Asian markets are getting clobbered today, and the Japanese markets have officially reached “correction” territory. The contagion spread to US markets after manufacturing numbers missed projections; the numbers didn’t miss by much, but with the sell-off in emerging markets, it didn’t take much to spook American investors.
All this economic grief — and the loss of trillions in equity value — was kicked off by Turkey, with a total economy about the size of Los Angeles and a national debt bumping in at a thrifty 7% of GDP. First rocked by political instability in the wake of a corruption probe, the Turkish lira crashed on world markets, despite an emergency rate increase to nearly 12% by the Turkish Central Bank. The rate increase stabilized the lira, but the damage to the Turkish economy — and loss of foreign investments — was already done.
It’s almost not fair to call the trouble in Turkey a “crisis,” yet it triggered a sell-off in emerging markets that included Thailand, Argentina, and the Ukraine. Investors stampeded for the exits, dragging down the rest of the global economy with them, including heavyweights like China and United States.

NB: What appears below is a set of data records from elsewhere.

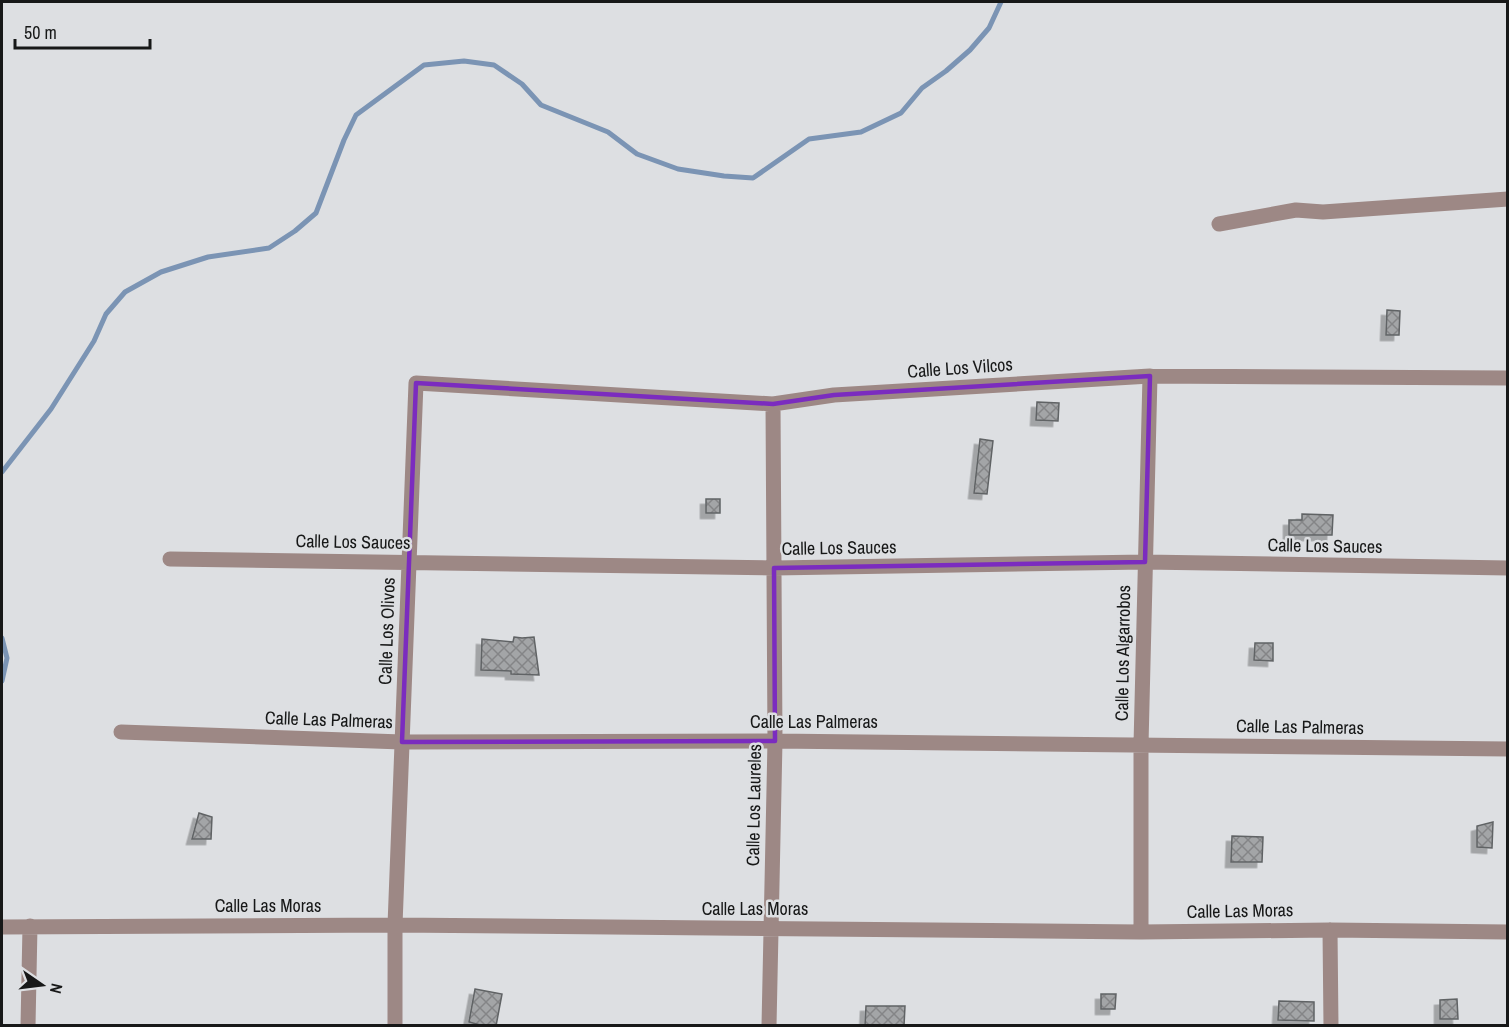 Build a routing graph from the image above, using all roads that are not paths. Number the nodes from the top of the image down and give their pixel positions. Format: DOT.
graph roads {
  1 [pos="1508,199"];
  2 [pos="1219,225"];
  3 [pos="1150,376"];
  4 [pos="1508,378"];
  5 [pos="416,383"];
  6 [pos="773,404"];
  7 [pos="170,559"];
  8 [pos="1145,562"];
  9 [pos="409,563"];
  10 [pos="774,568"];
  11 [pos="1508,568"];
  12 [pos="121,732"];
  13 [pos="775,741"];
  14 [pos="402,742"];
  15 [pos="1141,745"];
  16 [pos="1508,749"];
  17 [pos="395,925"];
  18 [pos="30,926"];
  19 [pos="2,927"];
  20 [pos="771,928"];
  21 [pos="1330,930"];
  22 [pos="1141,932"];
  23 [pos="1508,932"];
  24 [pos="28,1026"];
  25 [pos="395,1026"];
  26 [pos="769,1026"];
  27 [pos="1331,1026"];
  1 -- 2 [label="street"];
  3 -- 4 [label="street, Calle Los Vilcos"];
  3 -- 6 [label="street, Calle Los Vilcos"];
  3 -- 8 [label="street, Calle Los Algarrobos"];
  5 -- 6 [label="street, Calle Los Vilcos"];
  5 -- 9 [label="street, Calle Los Olivos"];
  6 -- 10 [label="street, Calle Los Laureles"];
  7 -- 9 [label="street, Calle Los Sauces"];
  8 -- 10 [label="street, Calle Los Sauces"];
  8 -- 11 [label="street, Calle Los Sauces"];
  8 -- 15 [label="street, Calle Los Algarrobos"];
  9 -- 10 [label="street, Calle Los Sauces"];
  9 -- 14 [label="street, Calle Los Olivos"];
  10 -- 13 [label="street, Calle Los Laureles"];
  12 -- 14 [label="street, Calle Las Palmeras"];
  13 -- 14 [label="street, Calle Las Palmeras"];
  13 -- 15 [label="street, Calle Las Palmeras"];
  13 -- 20 [label="street, Calle Los Laureles"];
  14 -- 17 [label="street, Calle Los Olivos"];
  15 -- 16 [label="street, Calle Las Palmeras"];
  15 -- 22 [label="street, Calle Los Algarrobos"];
  17 -- 18 [label="street, Calle Las Moras"];
  17 -- 20 [label="street, Calle Las Moras"];
  17 -- 25 [label="street, Calle Los Olivos"];
  18 -- 19 [label="street, Calle Las Moras"];
  18 -- 24 [label="street"];
  20 -- 22 [label="street, Calle Las Moras"];
  20 -- 26 [label="street, Calle Los Laureles"];
  21 -- 22 [label="street, Calle Las Moras"];
  21 -- 23 [label="street, Calle Las Moras"];
  21 -- 27 [label="street"];
}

The time between these flash crashes seems to be decreasing, and the volatility is getting more extreme.
Last year it was Greece, remember? That country, about the size of Colorado, turned into the European Union’s poster child for austerity — triggering riots, a collapse of its currency, and general strikes that brought the country to its knees. As Greece wobbled on the edge of default, Ireland and Spain threatened to be next on the debt default train. It took a massive intervention by the European Central Bank, reluctantly supported by Germany, to stand Greece, Ireland, and Spain up on shaky economic legs and put the European economy right.
It begs the question of how countries, only slightly larger economically than some US states, can trigger a global contagion that shows up as a 5% haircut in your 401(k). The time between these flash crashes seems to be decreasing, and the volatility is getting more extreme. The reason for the continued volatility may be traced to the same cause as the subprime mortgage crisis, an event that nearly brought the global economy to a standstill, and froze credit markets in the US for weeks.
As the global economy improves, equities become more expensive. Investors chasing returns are tempted to shift money into emerging markets, trying to beat the returns in more established markets. As long as the US Federal Reserve was flooding the market with nearly-free money and dismal interest rates, investors eschewed the safe harbor of government bonds, and sunk money into more risky overseas markets.
Since the Fed started talking about taking the free-money punchbowl and leaving the party, interest rates on government bonds have started to creep up. The 3% yield on 10-year Treasury bonds started looking pretty good, compared to state-size countries with too much money flooding their economies and only limited prospects for growth. In the world of high stakes investments, being the second one out the door is a losing proposition. Consequently, huge amounts of cash can simultaneously flow out of equity and currency markets when an ill wind of rumor starts to blow.
Some of the solutions to these sudden shifts in global equity markets are government-imposed limits— that Wall Street absolutely hates, and are a bridge too far politically. Limits on derivatives trading, taxes on trades, and barriers to limit the velocity of money in global markets are all fairy-tale solutions, as Wall Street leans on Congress to gut even the meager regulations put in place in the wake of the subprime housing crisis. “Too big to fail” has given way to “too big to regulate,” as some investment banks toss around piles of cash that dwarf the entire GDPs of small countries.
Given the current political reality, investors can look forward to more cycles of bubble-and-bust, and increasing volatility fueled by high-speed computer trading that can shift billions in equity around the world faster than the blink of an eye. Most of us won’t get the bad news until we open our 401(k) statements so, for those of us in the shallow end of the investment pool, all we can do is hang on and hope.